The Sentinel Project seeks to cooperate with ethnic and religious communities; legislators, policy and decision makers in the United States, Canada and Europe; and other international NGOs to influence government policy towards SOC countries. The Sentinel Projects also seeks to partner with human rights and anti-genocide groups with well-established credibility and the ability to reach governments, institutions and civil society. These partnerships may also be for more effective information gathering or cooperation in disseminating reports. For example, while investigating the situation-of-concern regarding followers of the Baháʼí Faith in Iran, the Sentinel Project worked together with the Baháʼí Community of Canada and the Middle East-based Muslim Network for Baháʼí Rights.

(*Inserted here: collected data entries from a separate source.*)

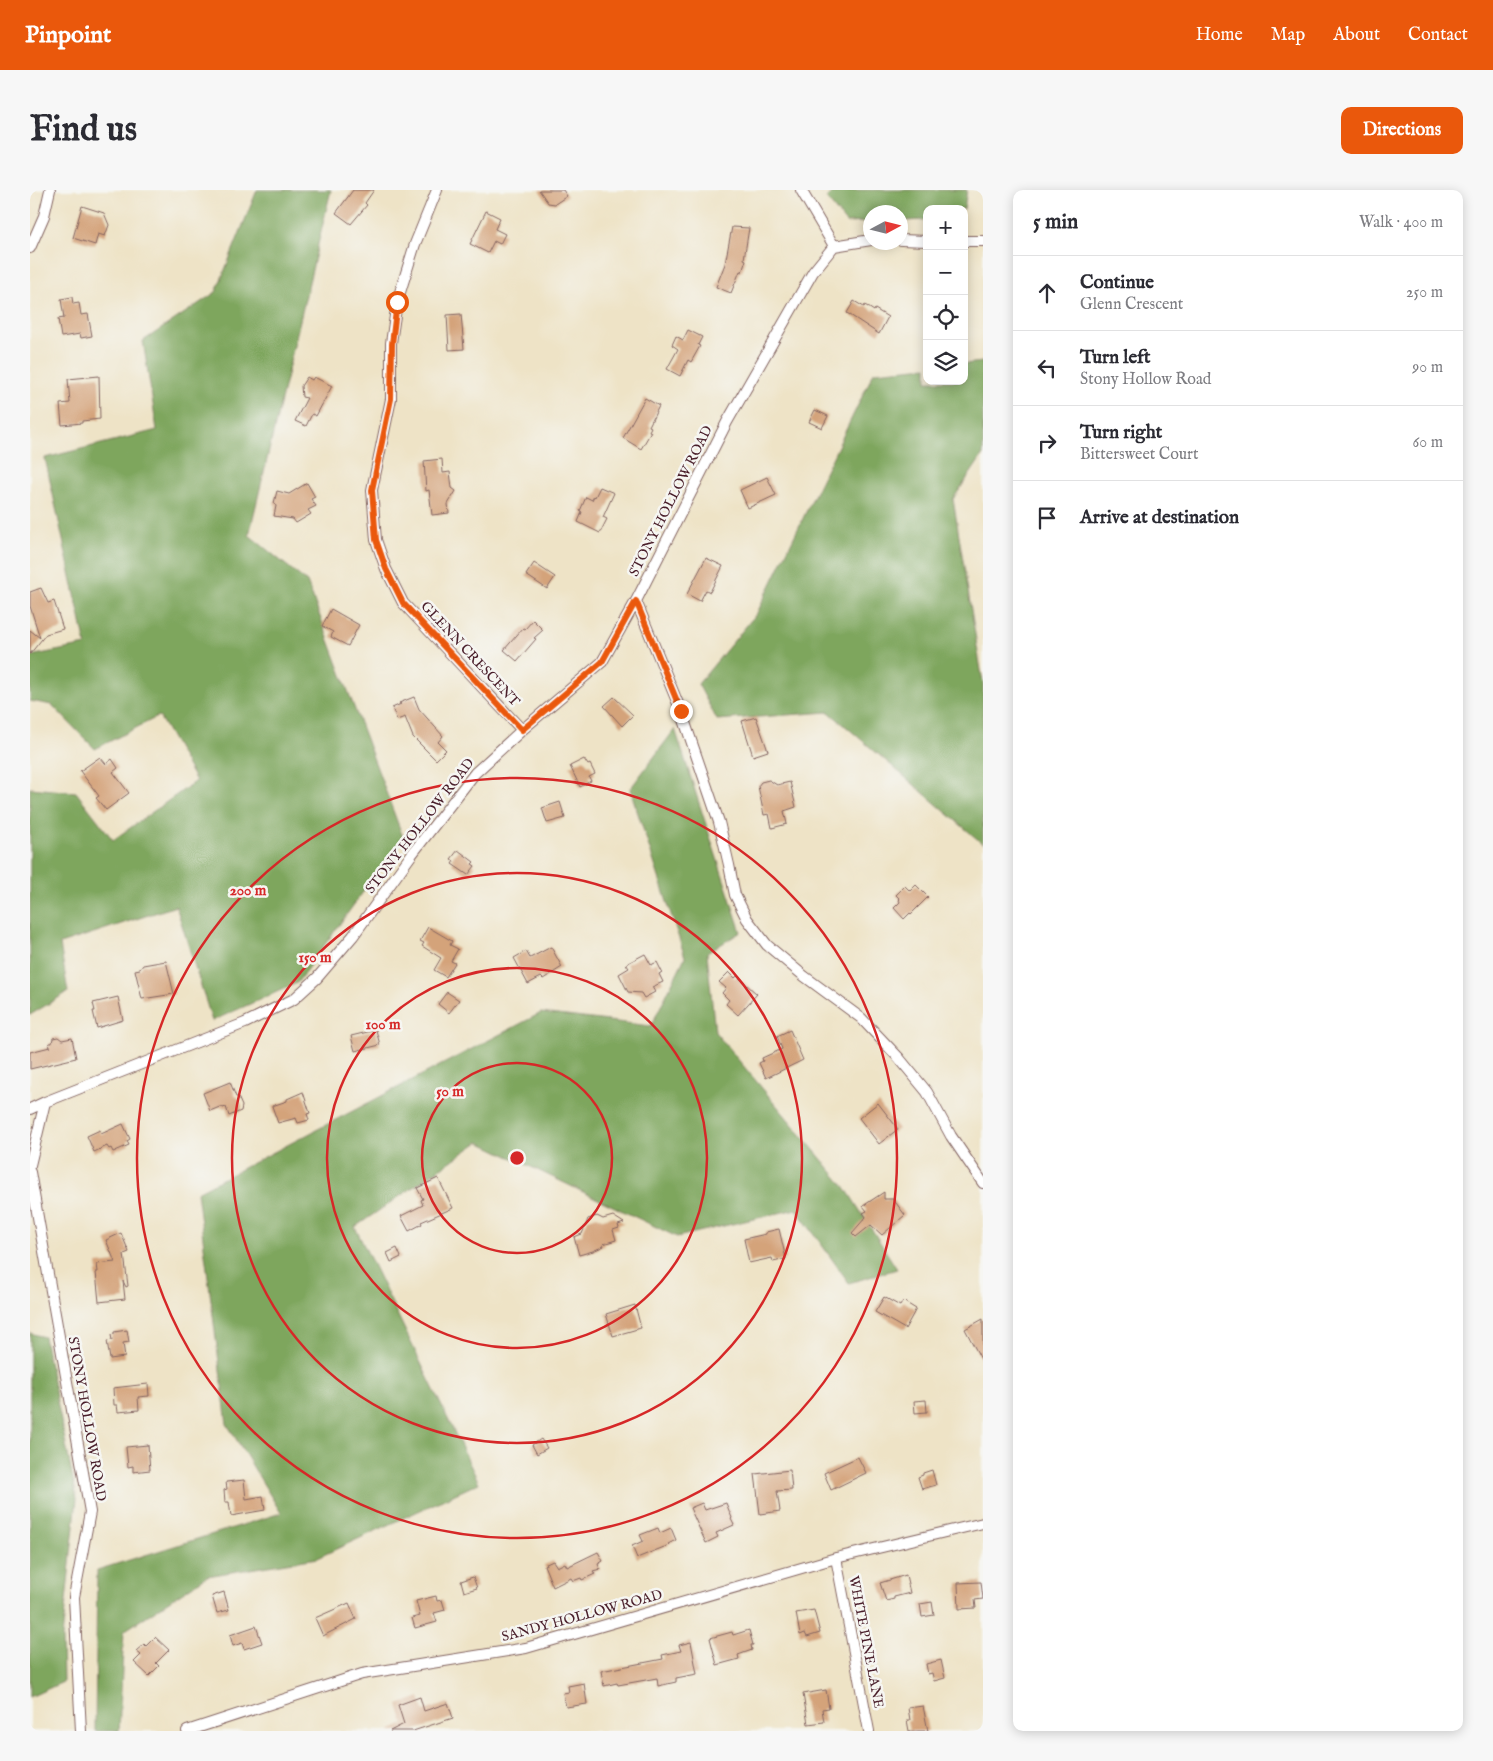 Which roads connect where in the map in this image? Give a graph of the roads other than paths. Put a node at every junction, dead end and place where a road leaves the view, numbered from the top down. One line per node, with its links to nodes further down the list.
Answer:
1 (50, 190): 10 (street)
2 (437, 190): 12 (street, GLENN CRESCENT)
3 (800, 190): 9 (street)
4 (908, 240): 7 (street)
5 (983, 240): 8 (street)
6 (863, 241): 9 (street)
7 (923, 241)
8 (968, 241)
9 (834, 246): 11 (street, STONY HOLLOW ROAD)
10 (30, 248)
11 (636, 601): 12 (street, STONY HOLLOW ROAD); 17 (street)
12 (522, 730): 13 (street, STONY HOLLOW ROAD)
13 (45, 1102): 14 (street, STONY HOLLOW ROAD); 15 (street)
14 (30, 1108)
15 (30, 1165)
16 (30, 1172): 20 (street, STONY HOLLOW ROAD)
17 (983, 1183)
18 (983, 1523): 19 (street, SANDY HOLLOW ROAD)
19 (836, 1558): 21 (street, SANDY HOLLOW ROAD); 22 (street, WHITE PINE LANE)
20 (81, 1731)
21 (187, 1731)
22 (869, 1731) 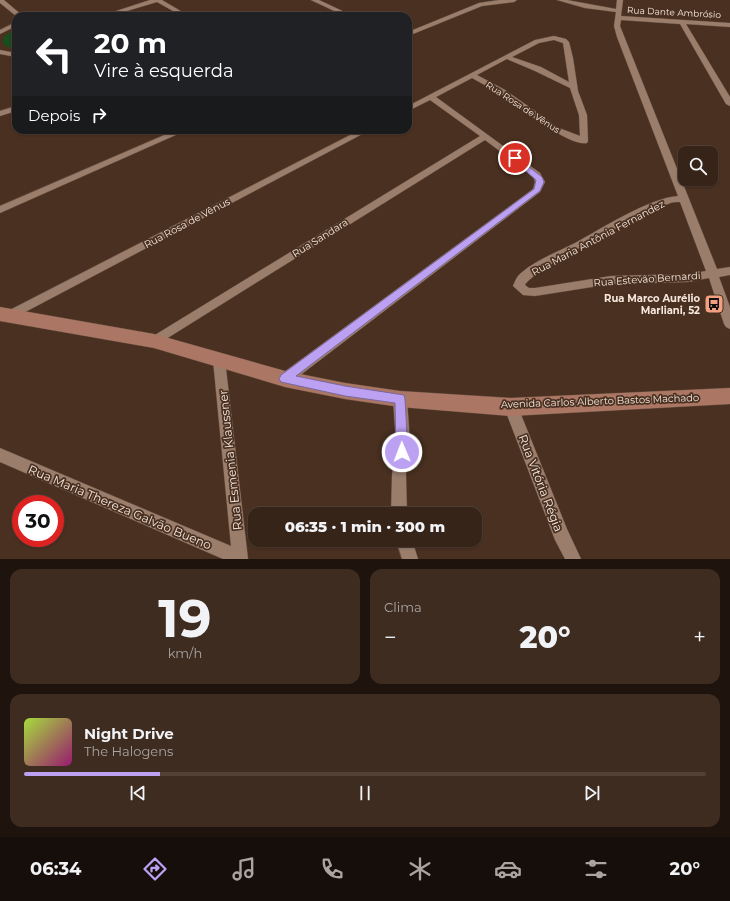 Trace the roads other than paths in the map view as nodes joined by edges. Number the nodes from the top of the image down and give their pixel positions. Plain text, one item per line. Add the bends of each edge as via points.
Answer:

The Sentinel Project also works with both local and international non-profits or associations with a mandate that focuses on conflict, human rights or genocide and located in the SOC's geographical location. In Kenya, the Sentinel Project has started forming partnerships with two organizations, The Center for Human Rights and Democracy which boasts of a large network of conflict monitors in the Rift Valley and Uchaguzi, a Kenyan-based organization that takes a crowdsourcing approach in mapping indicators of ethnic violence before and during elections. The Sentinel Project is also a partner with the PAX Project, a technology-based data collection project currently being developed in the United Kingdom with the goal of preventing genocide and mass atrocities by assisting partner NGOs in monitoring the media and other information sources.